───── Listed records

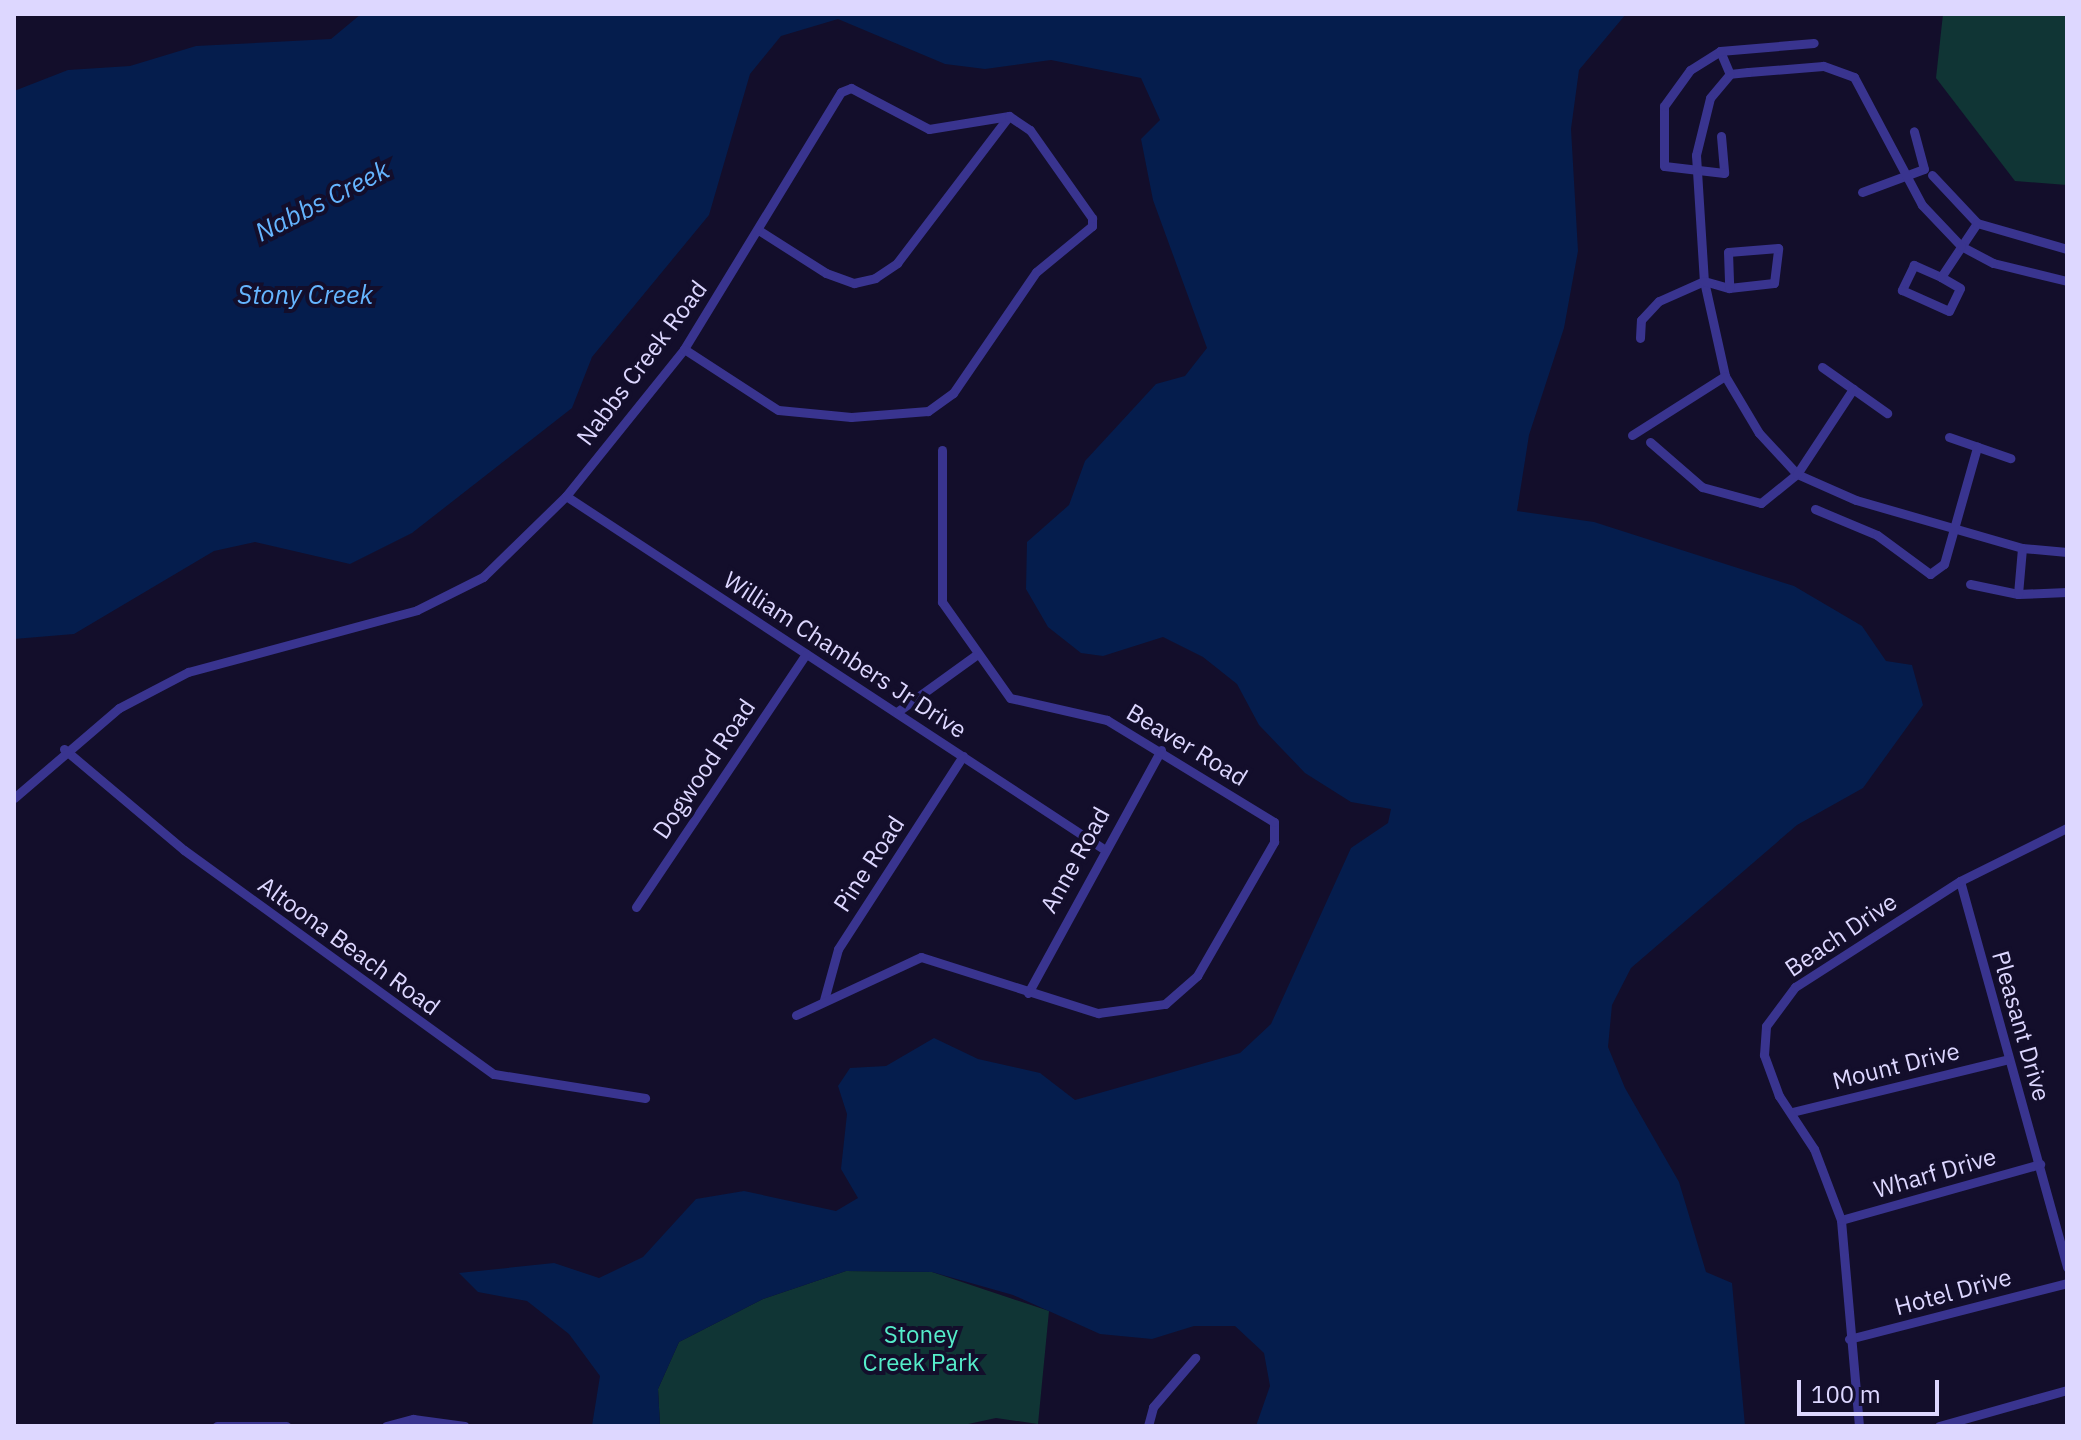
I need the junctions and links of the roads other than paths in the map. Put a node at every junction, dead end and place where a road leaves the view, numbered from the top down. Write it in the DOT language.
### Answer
graph roads {
  1 [pos="1814,43"];
  2 [pos="1720,51"];
  3 [pos="1730,74"];
  4 [pos="1009,116"];
  5 [pos="1914,131"];
  6 [pos="1721,136"];
  7 [pos="1697,174"];
  8 [pos="1932,175"];
  9 [pos="1907,179"];
  10 [pos="1862,192"];
  11 [pos="1977,223"];
  12 [pos="760,231"];
  13 [pos="1961,246"];
  14 [pos="2067,249"];
  15 [pos="1941,277"];
  16 [pos="1704,281"];
  17 [pos="2067,281"];
  18 [pos="1729,288"];
  19 [pos="1640,338"];
  20 [pos="684,349"];
  21 [pos="1822,367"];
  22 [pos="1725,376"];
  23 [pos="1853,389"];
  24 [pos="1887,413"];
  25 [pos="1632,435"];
  26 [pos="1949,437"];
  27 [pos="1650,442"];
  28 [pos="1977,447"];
  29 [pos="942,450"];
  30 [pos="2010,458"];
  31 [pos="1797,474"];
  32 [pos="566,496"];
  33 [pos="1815,509"];
  34 [pos="1954,530"];
  35 [pos="2022,548"];
  36 [pos="2067,552"];
  37 [pos="1970,584"];
  38 [pos="2067,592"];
  39 [pos="2018,594"];
  40 [pos="806,654"];
  41 [pos="976,655"];
  42 [pos="897,712"];
  43 [pos="64,749"];
  44 [pos="1161,750"];
  45 [pos="963,756"];
  46 [pos="14,798"];
  47 [pos="2067,828"];
  48 [pos="1102,848"];
  49 [pos="1960,881"];
  50 [pos="636,907"];
  51 [pos="1028,993"];
  52 [pos="824,1000"];
  53 [pos="796,1015"];
  54 [pos="2009,1059"];
  55 [pos="645,1098"];
  56 [pos="1792,1112"];
  57 [pos="2040,1164"];
  58 [pos="1841,1220"];
  59 [pos="2067,1225"];
  60 [pos="2056,1228"];
  61 [pos="2067,1267"];
  62 [pos="2067,1283"];
  63 [pos="1849,1339"];
  64 [pos="1195,1358"];
  65 [pos="2067,1390"];
  66 [pos="217,1426"];
  67 [pos="286,1426"];
  68 [pos="386,1426"];
  69 [pos="465,1426"];
  70 [pos="1148,1426"];
  71 [pos="1859,1426"];
  72 [pos="1939,1426"];
  1 -- 2 [label="street"];
  2 -- 3 [label="street"];
  2 -- 7 [label="street"];
  3 -- 7 [label="street"];
  3 -- 9 [label="street"];
  4 -- 12 [label="street"];
  4 -- 12 [label="street, Nabbs Creek Road"];
  4 -- 20 [label="street"];
  5 -- 9 [label="street"];
  6 -- 7 [label="street"];
  7 -- 16 [label="street"];
  8 -- 11 [label="street"];
  9 -- 10 [label="street"];
  9 -- 13 [label="street"];
  11 -- 13 [label="street"];
  11 -- 14 [label="street"];
  12 -- 20 [label="street, Nabbs Creek Road"];
  13 -- 15 [label="street"];
  13 -- 17 [label="street"];
  15 -- 15 [label="street"];
  16 -- 18 [label="street"];
  16 -- 19 [label="street"];
  16 -- 22 [label="street"];
  18 -- 18 [label="street"];
  20 -- 32 [label="street, Nabbs Creek Road"];
  21 -- 23 [label="street"];
  22 -- 25 [label="street"];
  22 -- 31 [label="street"];
  23 -- 24 [label="street"];
  23 -- 31 [label="street"];
  26 -- 28 [label="street"];
  27 -- 31 [label="street"];
  28 -- 30 [label="street"];
  28 -- 34 [label="street"];
  29 -- 41 [label="street, Beaver Road"];
  31 -- 34 [label="street"];
  32 -- 40 [label="street, William Chambers Jr Drive"];
  32 -- 43 [label="street, Nabbs Creek Road"];
  33 -- 34 [label="street"];
  34 -- 35 [label="street"];
  35 -- 36 [label="street"];
  35 -- 39 [label="street"];
  37 -- 39 [label="street"];
  38 -- 39 [label="street"];
  40 -- 42 [label="street, William Chambers Jr Drive"];
  40 -- 50 [label="street, Dogwood Road"];
  41 -- 42 [label="street"];
  41 -- 44 [label="street, Beaver Road"];
  42 -- 45 [label="street, William Chambers Jr Drive"];
  43 -- 46 [label="street, Nabbs Creek Road"];
  43 -- 55 [label="street, Altoona Beach Road"];
  44 -- 48 [label="street, Anne Road"];
  44 -- 51 [label="street, Beaver Road"];
  45 -- 48 [label="street, William Chambers Jr Drive"];
  45 -- 52 [label="street, Pine Road"];
  47 -- 49 [label="street, Beach Drive"];
  48 -- 51 [label="street, Anne Road"];
  49 -- 54 [label="street, Pleasant Drive"];
  49 -- 56 [label="street, Beach Drive"];
  51 -- 52 [label="street"];
  52 -- 53 [label="street"];
  54 -- 56 [label="street, Mount Drive"];
  54 -- 57 [label="street, Pleasant Drive"];
  56 -- 58 [label="street, Beach Drive"];
  57 -- 58 [label="street, Wharf Drive"];
  57 -- 60 [label="street, Pleasant Drive"];
  58 -- 63 [label="street, Beach Drive"];
  59 -- 60 [label="street"];
  60 -- 61 [label="street, Pleasant Drive"];
  62 -- 63 [label="street, Hotel Drive"];
  63 -- 71 [label="street, Beach Drive"];
  64 -- 70 [label="street"];
  65 -- 72 [label="street"];
  66 -- 67 [label="street"];
  68 -- 69 [label="street"];
}
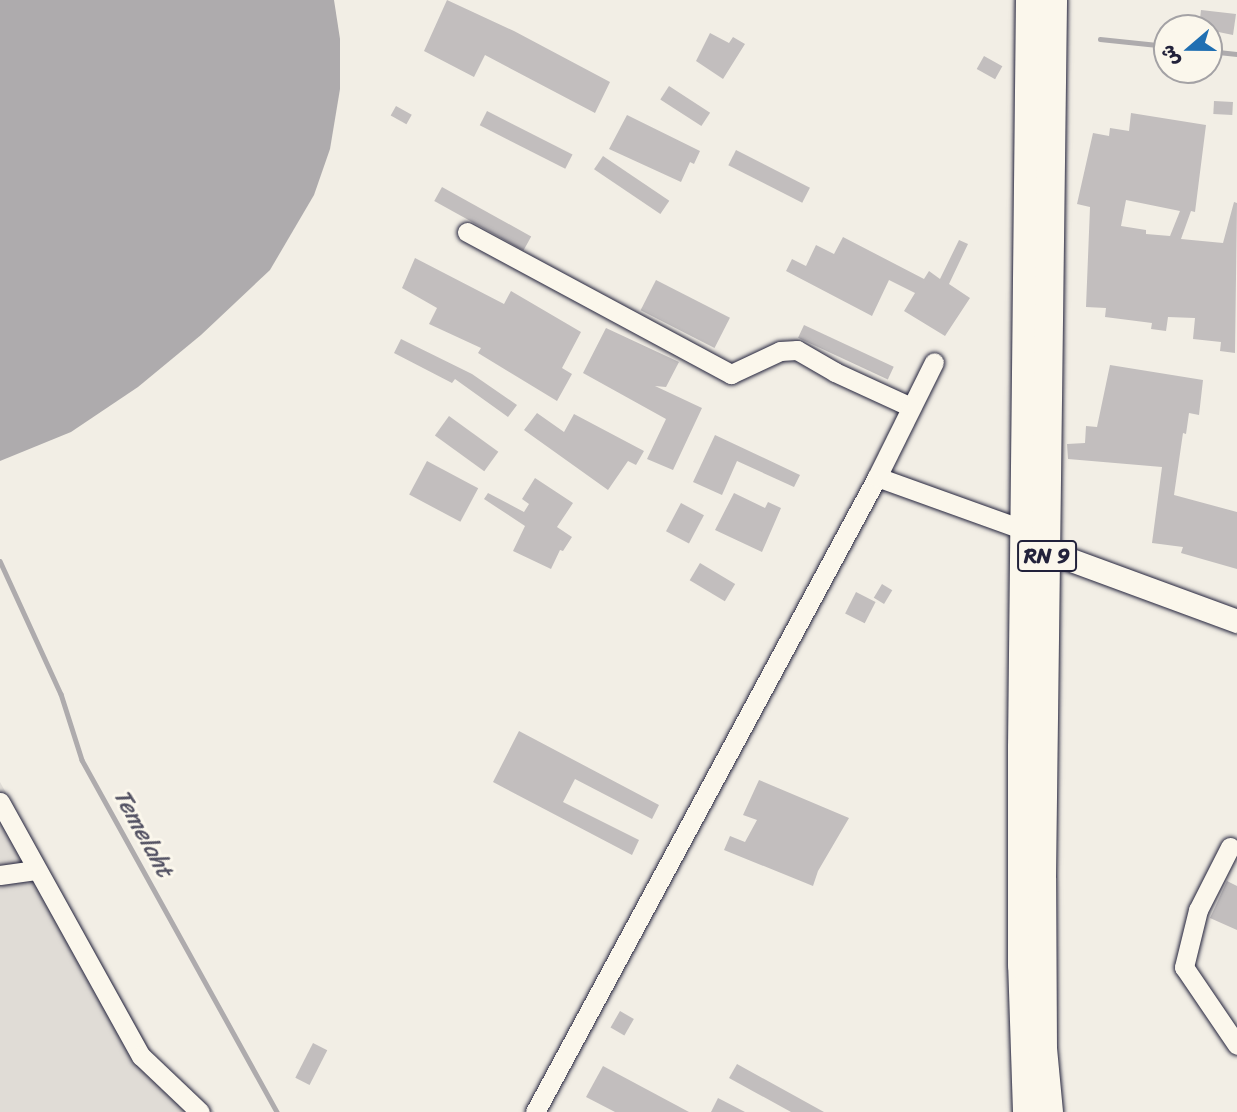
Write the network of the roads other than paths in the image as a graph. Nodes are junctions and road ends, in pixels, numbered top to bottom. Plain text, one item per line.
1 (1030, 0) edge
2 (1053, 0) edge
3 (467, 232) dead end
4 (934, 362) dead end
5 (909, 406) junction
6 (877, 477) junction
7 (1032, 541) junction
8 (1237, 621) edge
9 (0, 802) edge
10 (1230, 847) dead end
11 (36, 870) junction
12 (0, 875) edge
13 (1237, 1045) edge
14 (200, 1112) edge
15 (536, 1112) edge
16 (1027, 1112) edge
17 (1049, 1112) edge

1 - 7 highway, RN 9
2 - 7 highway, RN 9
3 - 5 street
4 - 5 street
5 - 6 street
6 - 7 street
6 - 15 street
7 - 8 main road
7 - 16 highway, RN 9
7 - 17 highway, RN 9
9 - 11 street
10 - 13 street
11 - 12 street
11 - 14 street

──────────

**About this task**
Set every record down exactly, omitting pictures.

**Your solution**
I need the junctions and links of the roads other than paths in the map. Put a node at every junction, dead end and place where a road leaves the view, numbered from the top down. Write it in the DOT language.
### Answer
graph roads {
  1 [pos="1814,43"];
  2 [pos="1720,51"];
  3 [pos="1730,74"];
  4 [pos="1009,116"];
  5 [pos="1914,131"];
  6 [pos="1721,136"];
  7 [pos="1697,174"];
  8 [pos="1932,175"];
  9 [pos="1907,179"];
  10 [pos="1862,192"];
  11 [pos="1977,223"];
  12 [pos="760,231"];
  13 [pos="1961,246"];
  14 [pos="2067,249"];
  15 [pos="1941,277"];
  16 [pos="1704,281"];
  17 [pos="2067,281"];
  18 [pos="1729,288"];
  19 [pos="1640,338"];
  20 [pos="684,349"];
  21 [pos="1822,367"];
  22 [pos="1725,376"];
  23 [pos="1853,389"];
  24 [pos="1887,413"];
  25 [pos="1632,435"];
  26 [pos="1949,437"];
  27 [pos="1650,442"];
  28 [pos="1977,447"];
  29 [pos="942,450"];
  30 [pos="2010,458"];
  31 [pos="1797,474"];
  32 [pos="566,496"];
  33 [pos="1815,509"];
  34 [pos="1954,530"];
  35 [pos="2022,548"];
  36 [pos="2067,552"];
  37 [pos="1970,584"];
  38 [pos="2067,592"];
  39 [pos="2018,594"];
  40 [pos="806,654"];
  41 [pos="976,655"];
  42 [pos="897,712"];
  43 [pos="64,749"];
  44 [pos="1161,750"];
  45 [pos="963,756"];
  46 [pos="14,798"];
  47 [pos="2067,828"];
  48 [pos="1102,848"];
  49 [pos="1960,881"];
  50 [pos="636,907"];
  51 [pos="1028,993"];
  52 [pos="824,1000"];
  53 [pos="796,1015"];
  54 [pos="2009,1059"];
  55 [pos="645,1098"];
  56 [pos="1792,1112"];
  57 [pos="2040,1164"];
  58 [pos="1841,1220"];
  59 [pos="2067,1225"];
  60 [pos="2056,1228"];
  61 [pos="2067,1267"];
  62 [pos="2067,1283"];
  63 [pos="1849,1339"];
  64 [pos="1195,1358"];
  65 [pos="2067,1390"];
  66 [pos="217,1426"];
  67 [pos="286,1426"];
  68 [pos="386,1426"];
  69 [pos="465,1426"];
  70 [pos="1148,1426"];
  71 [pos="1859,1426"];
  72 [pos="1939,1426"];
  1 -- 2 [label="street"];
  2 -- 3 [label="street"];
  2 -- 7 [label="street"];
  3 -- 7 [label="street"];
  3 -- 9 [label="street"];
  4 -- 12 [label="street"];
  4 -- 12 [label="street, Nabbs Creek Road"];
  4 -- 20 [label="street"];
  5 -- 9 [label="street"];
  6 -- 7 [label="street"];
  7 -- 16 [label="street"];
  8 -- 11 [label="street"];
  9 -- 10 [label="street"];
  9 -- 13 [label="street"];
  11 -- 13 [label="street"];
  11 -- 14 [label="street"];
  12 -- 20 [label="street, Nabbs Creek Road"];
  13 -- 15 [label="street"];
  13 -- 17 [label="street"];
  15 -- 15 [label="street"];
  16 -- 18 [label="street"];
  16 -- 19 [label="street"];
  16 -- 22 [label="street"];
  18 -- 18 [label="street"];
  20 -- 32 [label="street, Nabbs Creek Road"];
  21 -- 23 [label="street"];
  22 -- 25 [label="street"];
  22 -- 31 [label="street"];
  23 -- 24 [label="street"];
  23 -- 31 [label="street"];
  26 -- 28 [label="street"];
  27 -- 31 [label="street"];
  28 -- 30 [label="street"];
  28 -- 34 [label="street"];
  29 -- 41 [label="street, Beaver Road"];
  31 -- 34 [label="street"];
  32 -- 40 [label="street, William Chambers Jr Drive"];
  32 -- 43 [label="street, Nabbs Creek Road"];
  33 -- 34 [label="street"];
  34 -- 35 [label="street"];
  35 -- 36 [label="street"];
  35 -- 39 [label="street"];
  37 -- 39 [label="street"];
  38 -- 39 [label="street"];
  40 -- 42 [label="street, William Chambers Jr Drive"];
  40 -- 50 [label="street, Dogwood Road"];
  41 -- 42 [label="street"];
  41 -- 44 [label="street, Beaver Road"];
  42 -- 45 [label="street, William Chambers Jr Drive"];
  43 -- 46 [label="street, Nabbs Creek Road"];
  43 -- 55 [label="street, Altoona Beach Road"];
  44 -- 48 [label="street, Anne Road"];
  44 -- 51 [label="street, Beaver Road"];
  45 -- 48 [label="street, William Chambers Jr Drive"];
  45 -- 52 [label="street, Pine Road"];
  47 -- 49 [label="street, Beach Drive"];
  48 -- 51 [label="street, Anne Road"];
  49 -- 54 [label="street, Pleasant Drive"];
  49 -- 56 [label="street, Beach Drive"];
  51 -- 52 [label="street"];
  52 -- 53 [label="street"];
  54 -- 56 [label="street, Mount Drive"];
  54 -- 57 [label="street, Pleasant Drive"];
  56 -- 58 [label="street, Beach Drive"];
  57 -- 58 [label="street, Wharf Drive"];
  57 -- 60 [label="street, Pleasant Drive"];
  58 -- 63 [label="street, Beach Drive"];
  59 -- 60 [label="street"];
  60 -- 61 [label="street, Pleasant Drive"];
  62 -- 63 [label="street, Hotel Drive"];
  63 -- 71 [label="street, Beach Drive"];
  64 -- 70 [label="street"];
  65 -- 72 [label="street"];
  66 -- 67 [label="street"];
  68 -- 69 [label="street"];
}
Write the network of the roads other than paths in the image as a graph. Nodes are junctions and road ends, in pixels, numbered top to bottom. Plain text, one item per line.
1 (1030, 0) edge
2 (1053, 0) edge
3 (467, 232) dead end
4 (934, 362) dead end
5 (909, 406) junction
6 (877, 477) junction
7 (1032, 541) junction
8 (1237, 621) edge
9 (0, 802) edge
10 (1230, 847) dead end
11 (36, 870) junction
12 (0, 875) edge
13 (1237, 1045) edge
14 (200, 1112) edge
15 (536, 1112) edge
16 (1027, 1112) edge
17 (1049, 1112) edge

1 - 7 highway, RN 9
2 - 7 highway, RN 9
3 - 5 street
4 - 5 street
5 - 6 street
6 - 7 street
6 - 15 street
7 - 8 main road
7 - 16 highway, RN 9
7 - 17 highway, RN 9
9 - 11 street
10 - 13 street
11 - 12 street
11 - 14 street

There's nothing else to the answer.